On the afternoon of December 19, 2017, CAFA CAT invited Prof. Thomas LaMarre from McGill University in Canada to give a lecture entitled “Understanding Gilbert Simondon: Humans and Machines” at the Auditorium of CAFA Art Museum. Prof. Zhang Ga from the School of Experimental Art, hosted the lecture, and introduced Thomas LaMarre who teaches in East Asian Media and Communication Studies at McGill University, Canada. Thomas LaMarre, who was among the first to introduce Simondon to North America, gave a brilliant and systematic exposition of the core issues of Gilbert Simondon’s thought.
Prof. Qiu Zhijie introduced the essential figure of this lecture – Gilbert Simondon, was one of the most important philosophers in the 20th century. His discourses on individuation and technology & culture, has greatly influenced many contemporary thinkers, including Gilles Deleuze, Bruno Latour, Bernard Stiegler, etc. Gilbert Simondon’s philosophy of technology did not only profoundly rewrite the basic paradigm of ontology, but also remodelled the relationship between humans and machines, and even the relationship between humans and things, and also pointed out a clear method to resolve the traditional dilemma of culture and technology which has potentially laid a new ethical foundation for the equal demands of people, things and machines. His thoughts are of irreplaceable cognitive significance to the contemporary experiences dominated by digital technologies.

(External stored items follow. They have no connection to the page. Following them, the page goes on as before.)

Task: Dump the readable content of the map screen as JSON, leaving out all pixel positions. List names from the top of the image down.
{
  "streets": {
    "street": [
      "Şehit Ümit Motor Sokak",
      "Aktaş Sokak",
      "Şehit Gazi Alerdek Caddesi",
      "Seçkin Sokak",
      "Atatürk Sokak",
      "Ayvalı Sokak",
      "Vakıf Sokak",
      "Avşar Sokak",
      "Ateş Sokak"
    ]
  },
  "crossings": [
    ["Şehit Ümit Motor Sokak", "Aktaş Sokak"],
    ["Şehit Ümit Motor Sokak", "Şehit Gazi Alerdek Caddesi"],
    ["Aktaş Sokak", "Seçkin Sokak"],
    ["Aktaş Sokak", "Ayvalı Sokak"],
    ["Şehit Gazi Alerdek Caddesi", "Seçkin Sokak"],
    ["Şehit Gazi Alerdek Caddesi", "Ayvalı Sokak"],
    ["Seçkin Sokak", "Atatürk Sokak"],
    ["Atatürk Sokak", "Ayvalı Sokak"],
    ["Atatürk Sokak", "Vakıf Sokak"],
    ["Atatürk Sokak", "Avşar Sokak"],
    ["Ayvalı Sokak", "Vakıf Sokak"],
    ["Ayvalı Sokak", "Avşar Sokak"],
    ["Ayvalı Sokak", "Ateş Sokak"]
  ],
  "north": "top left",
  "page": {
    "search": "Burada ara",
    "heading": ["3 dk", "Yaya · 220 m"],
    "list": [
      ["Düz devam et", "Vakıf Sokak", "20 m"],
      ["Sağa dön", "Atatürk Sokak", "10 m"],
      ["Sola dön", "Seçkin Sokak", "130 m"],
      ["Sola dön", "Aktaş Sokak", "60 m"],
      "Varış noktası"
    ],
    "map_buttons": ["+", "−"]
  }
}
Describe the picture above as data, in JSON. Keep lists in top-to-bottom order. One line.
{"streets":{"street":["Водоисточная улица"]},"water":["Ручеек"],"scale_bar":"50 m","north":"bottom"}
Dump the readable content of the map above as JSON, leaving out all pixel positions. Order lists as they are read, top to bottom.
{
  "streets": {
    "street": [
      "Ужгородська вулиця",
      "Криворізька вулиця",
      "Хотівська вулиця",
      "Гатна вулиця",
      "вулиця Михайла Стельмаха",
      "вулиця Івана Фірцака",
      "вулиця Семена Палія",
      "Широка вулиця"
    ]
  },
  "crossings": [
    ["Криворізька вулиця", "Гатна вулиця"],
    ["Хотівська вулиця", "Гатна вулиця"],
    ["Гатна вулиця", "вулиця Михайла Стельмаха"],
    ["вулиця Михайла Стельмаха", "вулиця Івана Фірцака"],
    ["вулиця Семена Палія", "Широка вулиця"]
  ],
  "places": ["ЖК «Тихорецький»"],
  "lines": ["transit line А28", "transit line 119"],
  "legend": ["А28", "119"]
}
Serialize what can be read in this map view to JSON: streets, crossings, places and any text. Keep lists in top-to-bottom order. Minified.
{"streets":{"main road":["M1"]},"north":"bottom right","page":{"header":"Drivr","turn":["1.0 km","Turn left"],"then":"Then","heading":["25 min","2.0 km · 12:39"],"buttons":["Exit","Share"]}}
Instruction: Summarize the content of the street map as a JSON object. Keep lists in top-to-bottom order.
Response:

First of all, Prof. Thomas mentioned Gilbert Simondon’s sentence: “The robot does not exist.” He opposed modern discussions in the technical field – the endogenous or natural tendencies of mechanical engineering directed to a more fully developed automation and he did not think that machines and technologies were frightening because of the so-called endogenous robotic tendencies of dehumanization. The existence of machines was not essentially opposed to human activity. He wrote that “Culture has become an umbrella for humans who are in the face of technology”, because we assumed that there was no humanity for technical objects, but culture did not consider that there was a level of human reality in technical reality. If culture really played a role, assuming that the cognition of the existence of technical objects must have philosophical considerations, in order to solve the philosophical problem, it must re-establish the value of the existence of human beings, which was like the abolition of slavery.
“Technological Object” and “Personalized Process”At the lecture, Prof. Thomas focused on Gilbert Simondon’s exploration of the theory of technology, especially the concept of “technological object” in the context of Simondon’s philosophical thought. Simondon added a new dimension – “existential model” to the “technological object”, and he believed that the machine could also be regarded as a technical object, a technological existence and a technological existential model. For the existence of the individual and existence modes of different types of objects, Simondon’s philosophy usually has three different parallel relations: firstly, the physical objects, physical existences and physical individuals, for example, the crystallized crystal as the physical existence mode; secondly, the natural objects or living existence and living creatures, such as plants. Thirdly, the so-called technical objects, technological existence and technical individuals, such as the car engine.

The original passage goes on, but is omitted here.